Dr Paul Clayton 2008
Apples and fruits are generally considered to be healthy; but these complex chemical factories contain many hundreds of different compounds, and not all of them are good for you. Take furan, for example; tiny amounts of this suspected carcinogen are produced in apple cider (and probably apple juice) if the beverage is left exposed to sunlight or UV (Fan & Geveke ’07). Furan is also produced when cut pieces of fruit are left lying around; although apple slices are relatively unaffected, while grape and pineapple produce rather larger amounts (Fan & Sokorai ’08). Apples and plant foods in general also contain traces of fungal toxins, some of which, such as the aflatoxins, are known carcinogens.
But let’s keep this in perspective. There is a huge amount of evidence that eating fruit and vegetables is associated with a reduced risk of many diseases, including cancer; and so it seems very likely that these types of foods must contain chemo-protective compounds. Which brings us back to apples …
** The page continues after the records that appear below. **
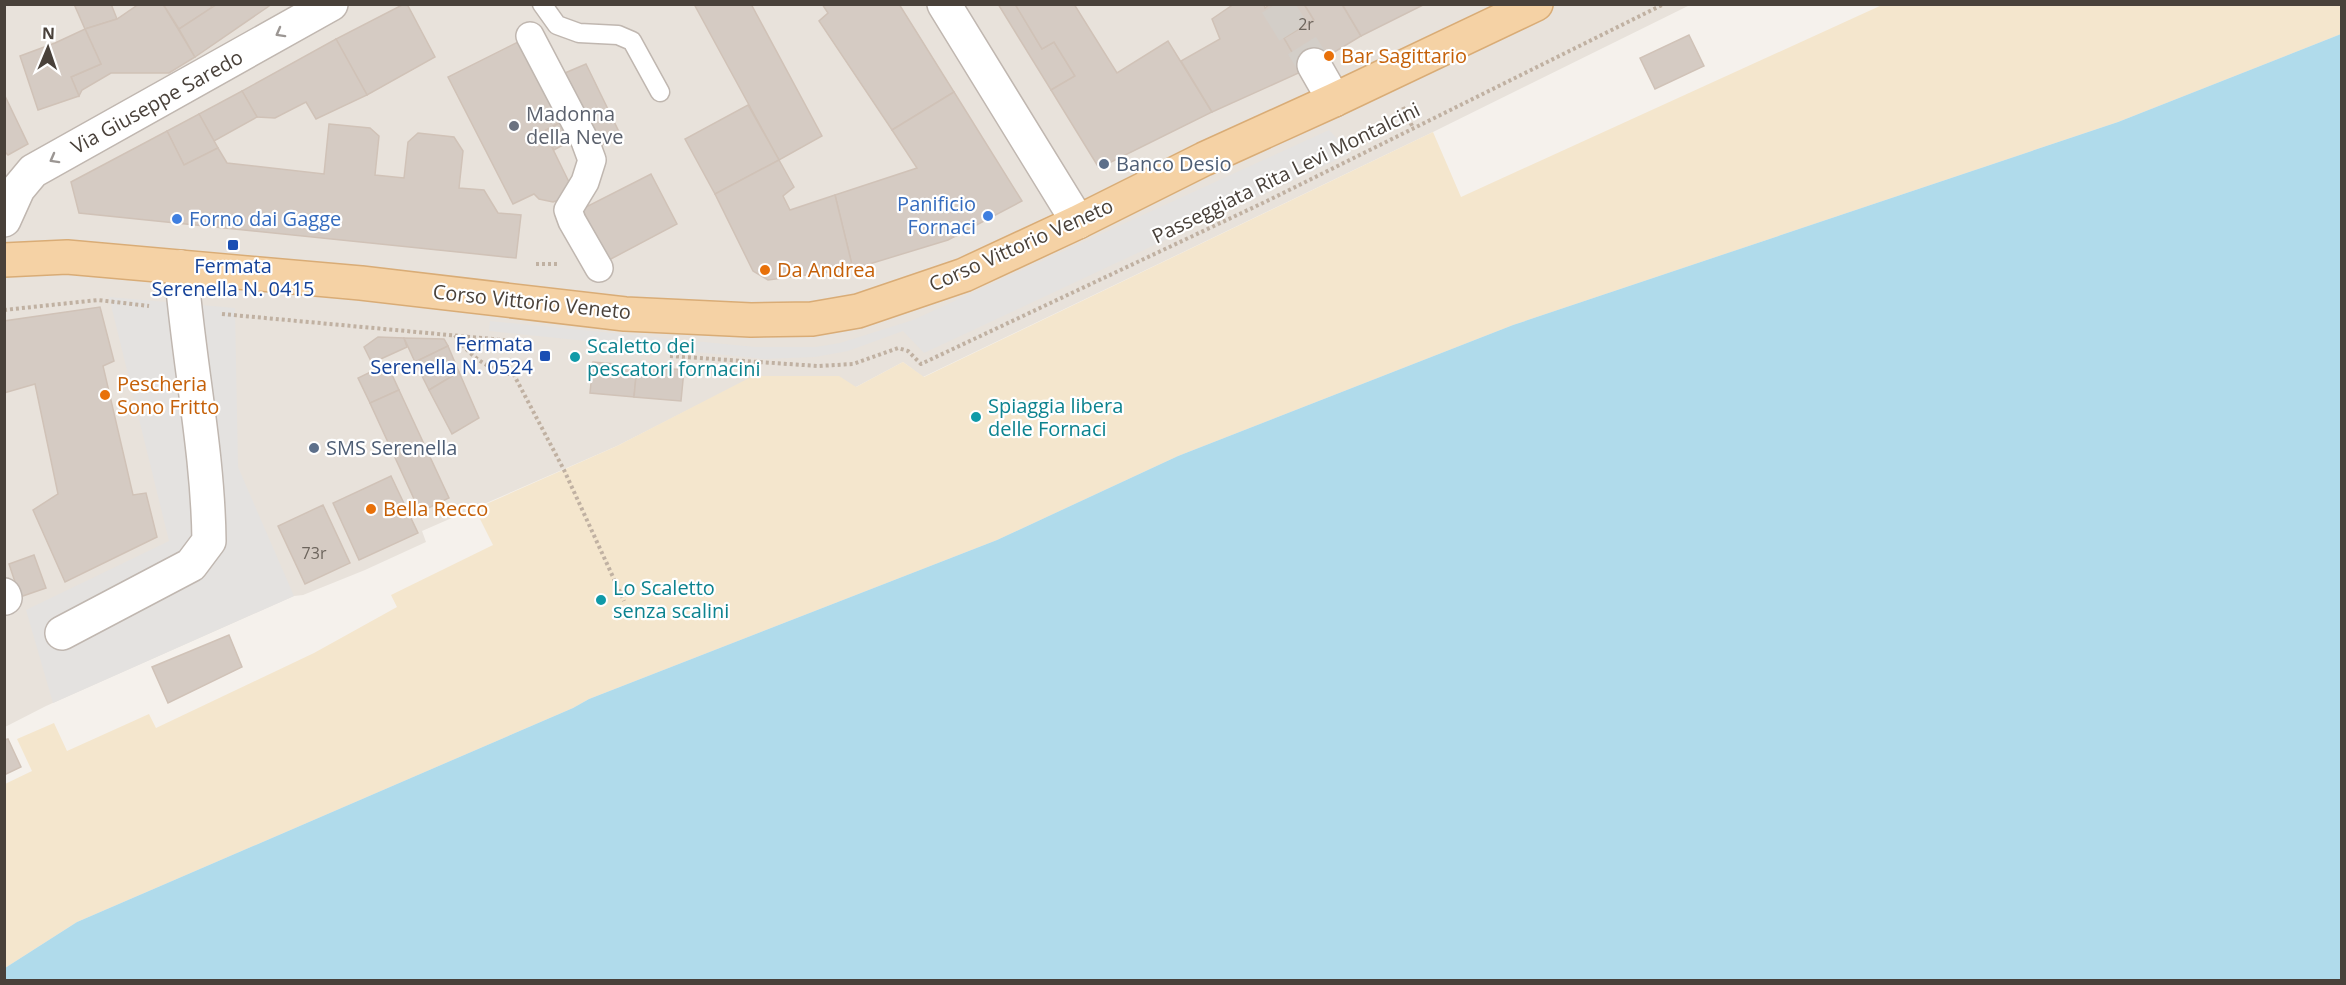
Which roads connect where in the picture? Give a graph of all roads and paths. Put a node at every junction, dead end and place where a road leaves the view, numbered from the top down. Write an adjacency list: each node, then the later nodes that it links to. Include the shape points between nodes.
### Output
1 (331, 4): 10 (street, Via Giuseppe Saredo, one-way to 10, via 33,171 18,189)
2 (542, 4): 8 (lane, via 557,25 579,33 618,35 632,41)
3 (944, 4): 11 (street)
4 (1536, 4): 9 (main road, Corso Vittorio Veneto)
5 (1664, 4): 17 (path, Passeggiata Rita Levi Montalcini, via 1266,201)
6 (531, 36): 14 (street, via 591,160 585,182 568,210)
7 (1314, 64): 9 (street)
8 (660, 92)
9 (1334, 100): 11 (main road, Corso Vittorio Veneto)
10 (4, 220)
11 (1078, 222): 13 (main road, Corso Vittorio Veneto, via 964,275 858,310 812,319 751,321 625,314)
12 (4, 260): 13 (main road, Corso Vittorio Veneto, via 67,257)
13 (181, 267): 16 (street)
14 (599, 268)
15 (4, 310): 16 (path, via 98,300)
16 (184, 310): 18 (path, via 455,335 472,355 495,371 514,375 564,470); 19 (street, via 207,485 209,542 191,566)
17 (921, 364)
18 (624, 601)
19 (62, 633)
There are at least two compounds in apples which have very persuasive and well-documented modes of anti-cancer action; flavonoids such as quercitin, and the fibre, specifically pectin.
Quercitin and related flavonoids are extremely good at killing colon and other cancer cells in vitro (Kern et al ’07, Psahoulia et al ’07, Dihal et al ’08). Dietary pectin acts as a prebiotic in the gut, in that it stimulates the growth of ‘friendly bacteria’ such as lactobacilli and bifids. These bacteria utilise pectin as a substrate, breaking it down to short chain fatty acids such as butyric acid; and butyric acid has potent chemo-protective properties. You would expect, therefore, that apple consumption would change the flora and chemistry of the large bowel in a healthy and cancer-protective direction, and that is exactly what a small human study in 2008 demonstrated (Waldecker et al ’08).
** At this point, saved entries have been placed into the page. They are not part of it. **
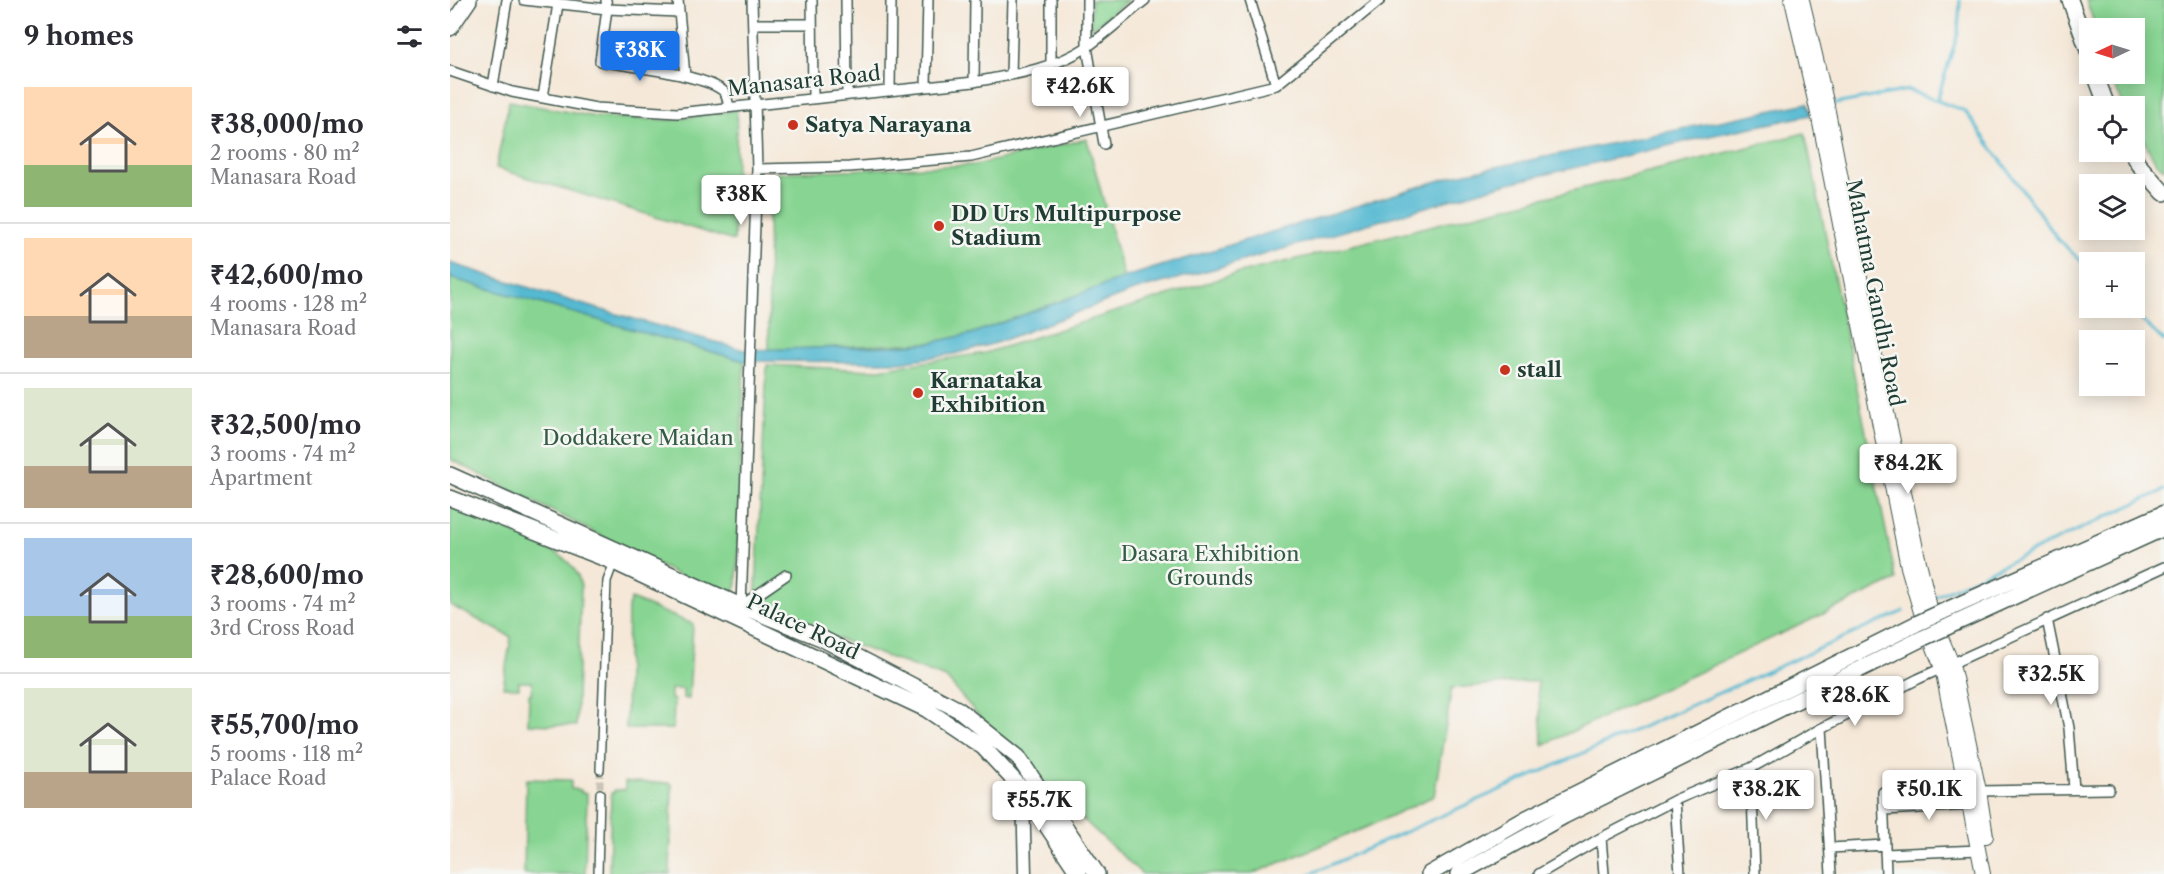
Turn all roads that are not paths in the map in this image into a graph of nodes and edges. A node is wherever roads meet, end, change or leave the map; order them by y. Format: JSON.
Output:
{"nodes":[{"id":1,"x":469,"y":0,"type":"edge"},
{"id":2,"x":507,"y":0,"type":"edge"},
{"id":3,"x":524,"y":0,"type":"edge"},
{"id":4,"x":678,"y":0,"type":"edge"},
{"id":5,"x":752,"y":0,"type":"edge"},
{"id":6,"x":812,"y":0,"type":"edge"},
{"id":7,"x":846,"y":0,"type":"edge"},
{"id":8,"x":891,"y":0,"type":"edge"},
{"id":9,"x":928,"y":0,"type":"edge"},
{"id":10,"x":975,"y":0,"type":"edge"},
{"id":11,"x":1013,"y":0,"type":"edge"},
{"id":12,"x":1051,"y":0,"type":"edge"},
{"id":13,"x":1087,"y":0,"type":"edge"},
{"id":14,"x":1145,"y":0,"type":"edge"},
{"id":15,"x":1250,"y":0,"type":"edge"},
{"id":16,"x":1380,"y":0,"type":"edge"},
{"id":17,"x":1792,"y":0,"type":"edge"},
{"id":18,"x":1802,"y":0,"type":"edge"},
{"id":19,"x":2070,"y":0,"type":"edge"},
{"id":20,"x":558,"y":4,"type":"junction"},
{"id":21,"x":606,"y":4,"type":"edge"},
{"id":22,"x":679,"y":12,"type":"junction"},
{"id":23,"x":753,"y":24,"type":"junction"},
{"id":24,"x":812,"y":24,"type":"junction"},
{"id":25,"x":2079,"y":25,"type":"edge"},
{"id":26,"x":450,"y":28,"type":"edge"},
{"id":27,"x":1087,"y":47,"type":"junction"},
{"id":28,"x":1051,"y":65,"type":"junction"},
{"id":29,"x":450,"y":71,"type":"edge"},
{"id":30,"x":1011,"y":75,"type":"junction"},
{"id":31,"x":685,"y":76,"type":"junction"},
{"id":32,"x":974,"y":81,"type":"junction"},
{"id":33,"x":1276,"y":85,"type":"junction"},
{"id":34,"x":493,"y":86,"type":"junction"},
{"id":35,"x":926,"y":86,"type":"junction"},
{"id":36,"x":890,"y":91,"type":"junction"},
{"id":37,"x":847,"y":95,"type":"junction"},
{"id":38,"x":543,"y":97,"type":"junction"},
{"id":39,"x":813,"y":98,"type":"junction"},
{"id":40,"x":1821,"y":103,"type":"junction"},
{"id":41,"x":754,"y":104,"type":"junction"},
{"id":42,"x":729,"y":106,"type":"junction"},
{"id":43,"x":1101,"y":127,"type":"junction"},
{"id":44,"x":1104,"y":144,"type":"dead end"},
{"id":45,"x":2137,"y":162,"type":"edge"},
{"id":46,"x":757,"y":169,"type":"junction"},
{"id":47,"x":2164,"y":193,"type":"edge"},
{"id":48,"x":450,"y":475,"type":"edge"},
{"id":49,"x":450,"y":498,"type":"edge"},
{"id":50,"x":2164,"y":513,"type":"edge"},
{"id":51,"x":2164,"y":528,"type":"edge"},
{"id":52,"x":614,"y":562,"type":"junction"},
{"id":53,"x":2164,"y":567,"type":"edge"},
{"id":54,"x":786,"y":575,"type":"dead end"},
{"id":55,"x":741,"y":606,"type":"junction"},
{"id":56,"x":2047,"y":619,"type":"junction"},
{"id":57,"x":1920,"y":631,"type":"junction"},
{"id":58,"x":1947,"y":666,"type":"junction"},
{"id":59,"x":1822,"y":728,"type":"junction"},
{"id":60,"x":1751,"y":768,"type":"junction"},
{"id":61,"x":600,"y":770,"type":"tunnel mouth"},
{"id":62,"x":2074,"y":789,"type":"junction"},
{"id":63,"x":2109,"y":789,"type":"dead end"},
{"id":64,"x":1023,"y":790,"type":"junction"},
{"id":65,"x":1978,"y":791,"type":"junction"},
{"id":66,"x":1883,"y":792,"type":"dead end"},
{"id":67,"x":600,"y":793,"type":"tunnel mouth"},
{"id":68,"x":1675,"y":800,"type":"junction"},
{"id":69,"x":1970,"y":805,"type":"junction"},
{"id":70,"x":1885,"y":810,"type":"junction"},
{"id":71,"x":1601,"y":838,"type":"junction"},
{"id":72,"x":1830,"y":848,"type":"junction"},
{"id":73,"x":1885,"y":849,"type":"junction"},
{"id":74,"x":1979,"y":850,"type":"junction"},
{"id":75,"x":598,"y":874,"type":"edge"},
{"id":76,"x":1024,"y":874,"type":"edge"},
{"id":77,"x":1080,"y":874,"type":"edge"},
{"id":78,"x":1097,"y":874,"type":"edge"},
{"id":79,"x":1429,"y":874,"type":"edge"},
{"id":80,"x":1458,"y":874,"type":"edge"},
{"id":81,"x":1539,"y":874,"type":"edge"},
{"id":82,"x":1604,"y":874,"type":"edge"},
{"id":83,"x":1680,"y":874,"type":"edge"},
{"id":84,"x":1755,"y":874,"type":"edge"},
{"id":85,"x":1831,"y":874,"type":"edge"},
{"id":86,"x":1886,"y":874,"type":"edge"},
{"id":87,"x":1983,"y":874,"type":"edge"},
{"id":88,"x":1992,"y":874,"type":"edge"}],
"edges":[{"from":1,"to":26,"type":"main road"},
{"from":2,"to":34,"type":"street"},
{"from":3,"to":20,"type":"street"},
{"from":4,"to":22,"type":"street"},
{"from":5,"to":23,"type":"street"},
{"from":6,"to":24,"type":"street"},
{"from":7,"to":37,"type":"street"},
{"from":8,"to":36,"type":"street"},
{"from":9,"to":35,"type":"street"},
{"from":10,"to":32,"type":"street"},
{"from":11,"to":30,"type":"street"},
{"from":12,"to":28,"type":"street"},
{"from":13,"to":27,"type":"street"},
{"from":14,"to":27,"type":"street","name":"Manasara Road"},
{"from":15,"to":33,"type":"street"},
{"from":16,"to":33,"type":"street"},
{"from":17,"to":40,"type":"main road","name":"Mahatma Gandhi Road"},
{"from":18,"to":40,"type":"main road","name":"Mahatma Gandhi Road"},
{"from":19,"to":25,"type":"main road"},
{"from":20,"to":21,"type":"street"},
{"from":20,"to":38,"type":"street"},
{"from":21,"to":22,"type":"street"},
{"from":21,"to":31,"type":"street"},
{"from":22,"to":31,"type":"street"},
{"from":23,"to":24,"type":"street"},
{"from":23,"to":41,"type":"street"},
{"from":24,"to":39,"type":"street"},
{"from":27,"to":28,"type":"street","name":"Manasara Road"},
{"from":27,"to":43,"type":"street"},
{"from":28,"to":30,"type":"street","name":"Manasara Road"},
{"from":29,"to":34,"type":"street","name":"Manasara Road"},
{"from":30,"to":32,"type":"street","name":"Manasara Road"},
{"from":31,"to":42,"type":"street"},
{"from":32,"to":35,"type":"street","name":"Manasara Road"},
{"from":33,"to":43,"type":"street"},
{"from":34,"to":38,"type":"street","name":"Manasara Road"},
{"from":35,"to":36,"type":"street","name":"Manasara Road"},
{"from":36,"to":37,"type":"street","name":"Manasara Road"},
{"from":37,"to":39,"type":"street","name":"Manasara Road"},
{"from":38,"to":42,"type":"street","name":"Manasara Road"},
{"from":39,"to":41,"type":"street","name":"Manasara Road"},
{"from":40,"to":58,"type":"main road","name":"Mahatma Gandhi Road"},
{"from":41,"to":42,"type":"street","name":"Manasara Road"},
{"from":41,"to":46,"type":"street"},
{"from":43,"to":44,"type":"street"},
{"from":43,"to":46,"type":"street"},
{"from":45,"to":47,"type":"main road"},
{"from":46,"to":55,"type":"street"},
{"from":48,"to":55,"type":"main road"},
{"from":49,"to":52,"type":"main road","name":"Palace Road"},
{"from":50,"to":57,"type":"main road","bridge":true},
{"from":51,"to":57,"type":"main road","bridge":true},
{"from":52,"to":61,"type":"street"},
{"from":52,"to":64,"type":"main road","name":"Palace Road"},
{"from":53,"to":56,"type":"street"},
{"from":54,"to":55,"type":"street"},
{"from":55,"to":78,"type":"main road"},
{"from":56,"to":58,"type":"street"},
{"from":56,"to":62,"type":"street"},
{"from":57,"to":79,"type":"main road"},
{"from":57,"to":80,"type":"main road"},
{"from":58,"to":59,"type":"street"},
{"from":58,"to":65,"type":"main road","name":"Mahatma Gandhi Road"},
{"from":58,"to":69,"type":"main road","name":"Mahatma Gandhi Road"},
{"from":59,"to":60,"type":"street"},
{"from":59,"to":72,"type":"street"},
{"from":60,"to":68,"type":"street"},
{"from":60,"to":84,"type":"street"},
{"from":62,"to":63,"type":"street"},
{"from":62,"to":65,"type":"street"},
{"from":64,"to":76,"type":"street"},
{"from":64,"to":77,"type":"main road","name":"Palace Road"},
{"from":65,"to":88,"type":"main road","name":"Mahatma Gandhi Road"},
{"from":66,"to":70,"type":"street"},
{"from":67,"to":75,"type":"street"},
{"from":68,"to":71,"type":"street"},
{"from":68,"to":83,"type":"street"},
{"from":69,"to":70,"type":"street"},
{"from":69,"to":74,"type":"main road","name":"Mahatma Gandhi Road"},
{"from":70,"to":73,"type":"street"},
{"from":71,"to":81,"type":"street"},
{"from":71,"to":82,"type":"street"},
{"from":72,"to":73,"type":"street"},
{"from":72,"to":85,"type":"street"},
{"from":73,"to":74,"type":"street"},
{"from":73,"to":86,"type":"street"},
{"from":74,"to":87,"type":"main road","name":"Mahatma Gandhi Road"}]}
If this is meaningful, epidemiological studies should show that apple consumption is associated with reduced cancer incidence; and there are indeed trials that show just this. One epidemiological study, carried out by scientists at the well-known Mario Negri Institute in Milan found that apple consumption was consistently linked to a reduced risk of a wide range of cancers (Gallus et al ’05).
Another study carried out at Edinburgh University (my own dear alma mater) came to a broadly similar conclusion; higher intakes of flavonoids such as quercitin, which in Scotland is largely derived from apples and onions, were linked to a dose-dependent reduction in the risk of colorectal cancer (Theodoratou et al ’07). Indeed, in the highest intake group, the incidence of colorectal cancer was two thirds lower than in the lowest intake group ? which appeared to make the flavonoids very protective indeed. I must point out that a larger American study had previously found no such connection (Lin et al ’06). According to the authors, ‘These data provide little support for the hypothesis of an association between flavonoid intake and colorectal cancer risk, at least within the ranges of intakes consumed in the populations studied.’ (I’ll come back to this important point of levels of intake later).
The next level of proof consists of studies in which apples and apple products are fed to animal models, to see if they reduce the risk of colon and other cancers. In one very interesting experiment, whole apple extracts fed to rats were shown to confer considerable protection against mammary cancer (Liu et al ’05). Most convincingly, from a science point of view, the degree of protection was directly related to the amount of apples consumed. Rats eating the equivalent of 6 apples a day were better protected than those eating 3 apples a day. One-a-day rats had even less protection, but still did better than their apple-free siblings.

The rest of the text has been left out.